• What the task asks: Below are the records; copy out every line that holds the word "this".

• Stored data:
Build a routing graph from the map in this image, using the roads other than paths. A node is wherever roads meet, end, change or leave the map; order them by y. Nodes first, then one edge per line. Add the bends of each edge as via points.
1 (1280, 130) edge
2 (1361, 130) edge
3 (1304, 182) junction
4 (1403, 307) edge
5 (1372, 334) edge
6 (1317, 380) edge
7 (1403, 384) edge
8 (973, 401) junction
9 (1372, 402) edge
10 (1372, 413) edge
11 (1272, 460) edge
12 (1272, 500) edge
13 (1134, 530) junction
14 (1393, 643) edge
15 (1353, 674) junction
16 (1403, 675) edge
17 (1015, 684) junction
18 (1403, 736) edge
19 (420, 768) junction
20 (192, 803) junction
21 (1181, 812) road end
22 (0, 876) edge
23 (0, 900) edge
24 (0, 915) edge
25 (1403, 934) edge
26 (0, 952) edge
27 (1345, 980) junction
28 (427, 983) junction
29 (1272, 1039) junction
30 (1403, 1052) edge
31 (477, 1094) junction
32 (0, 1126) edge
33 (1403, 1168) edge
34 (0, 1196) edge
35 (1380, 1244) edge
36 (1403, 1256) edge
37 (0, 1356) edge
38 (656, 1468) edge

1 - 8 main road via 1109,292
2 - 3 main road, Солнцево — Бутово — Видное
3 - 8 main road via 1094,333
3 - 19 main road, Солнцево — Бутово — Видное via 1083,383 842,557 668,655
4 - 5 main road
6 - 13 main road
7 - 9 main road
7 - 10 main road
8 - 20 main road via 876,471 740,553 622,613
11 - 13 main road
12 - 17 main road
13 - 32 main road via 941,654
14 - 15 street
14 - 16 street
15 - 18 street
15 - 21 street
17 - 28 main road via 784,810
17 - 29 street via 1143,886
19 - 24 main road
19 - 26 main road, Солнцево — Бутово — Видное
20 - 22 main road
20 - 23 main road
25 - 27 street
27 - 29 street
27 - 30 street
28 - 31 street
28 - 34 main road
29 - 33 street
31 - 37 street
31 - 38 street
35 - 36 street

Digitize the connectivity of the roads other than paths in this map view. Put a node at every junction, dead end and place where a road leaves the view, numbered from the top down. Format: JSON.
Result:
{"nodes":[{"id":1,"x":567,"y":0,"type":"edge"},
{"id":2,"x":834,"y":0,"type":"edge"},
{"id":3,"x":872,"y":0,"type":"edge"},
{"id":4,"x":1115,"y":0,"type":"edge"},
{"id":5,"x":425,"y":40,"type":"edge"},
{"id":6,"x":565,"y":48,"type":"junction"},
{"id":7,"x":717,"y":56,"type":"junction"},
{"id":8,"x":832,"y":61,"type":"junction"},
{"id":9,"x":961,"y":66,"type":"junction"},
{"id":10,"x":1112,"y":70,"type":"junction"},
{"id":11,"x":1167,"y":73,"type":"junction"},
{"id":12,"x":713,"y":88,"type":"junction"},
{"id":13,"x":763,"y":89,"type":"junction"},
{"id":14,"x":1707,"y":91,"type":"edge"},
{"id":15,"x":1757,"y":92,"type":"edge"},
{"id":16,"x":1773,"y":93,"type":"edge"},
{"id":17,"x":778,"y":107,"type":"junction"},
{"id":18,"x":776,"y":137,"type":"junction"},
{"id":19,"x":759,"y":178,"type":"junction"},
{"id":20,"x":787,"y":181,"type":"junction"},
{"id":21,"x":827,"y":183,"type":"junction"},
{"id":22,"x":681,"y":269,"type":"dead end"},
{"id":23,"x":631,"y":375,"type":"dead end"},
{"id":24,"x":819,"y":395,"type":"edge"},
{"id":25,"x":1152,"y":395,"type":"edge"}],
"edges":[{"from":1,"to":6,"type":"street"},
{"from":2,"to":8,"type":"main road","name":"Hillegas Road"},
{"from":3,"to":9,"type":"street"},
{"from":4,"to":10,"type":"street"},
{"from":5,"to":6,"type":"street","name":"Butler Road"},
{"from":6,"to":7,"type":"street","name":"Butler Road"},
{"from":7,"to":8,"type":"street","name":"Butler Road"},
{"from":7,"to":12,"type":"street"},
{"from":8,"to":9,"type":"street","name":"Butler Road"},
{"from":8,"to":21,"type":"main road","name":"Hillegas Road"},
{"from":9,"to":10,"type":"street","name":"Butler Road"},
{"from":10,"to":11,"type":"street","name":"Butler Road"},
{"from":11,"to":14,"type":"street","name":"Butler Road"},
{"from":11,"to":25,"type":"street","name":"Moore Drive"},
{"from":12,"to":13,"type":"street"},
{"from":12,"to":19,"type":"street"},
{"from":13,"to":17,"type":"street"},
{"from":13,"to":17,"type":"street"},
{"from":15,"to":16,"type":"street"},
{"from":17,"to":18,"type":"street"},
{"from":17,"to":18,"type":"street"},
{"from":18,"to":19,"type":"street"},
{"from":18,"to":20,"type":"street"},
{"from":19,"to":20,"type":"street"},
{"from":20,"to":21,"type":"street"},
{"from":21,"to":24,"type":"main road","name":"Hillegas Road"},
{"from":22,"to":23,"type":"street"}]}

• Result of the exercise:
Build a routing graph from the map in this image, using the roads other than paths. A node is wherever roads meet, end, change or leave the map; order them by y. Nodes first, then one edge per line. Add the bends of each edge as via points.
Digitize the connectivity of the roads other than paths in this map view. Put a node at every junction, dead end and place where a road leaves the view, numbered from the top down. Format: JSON.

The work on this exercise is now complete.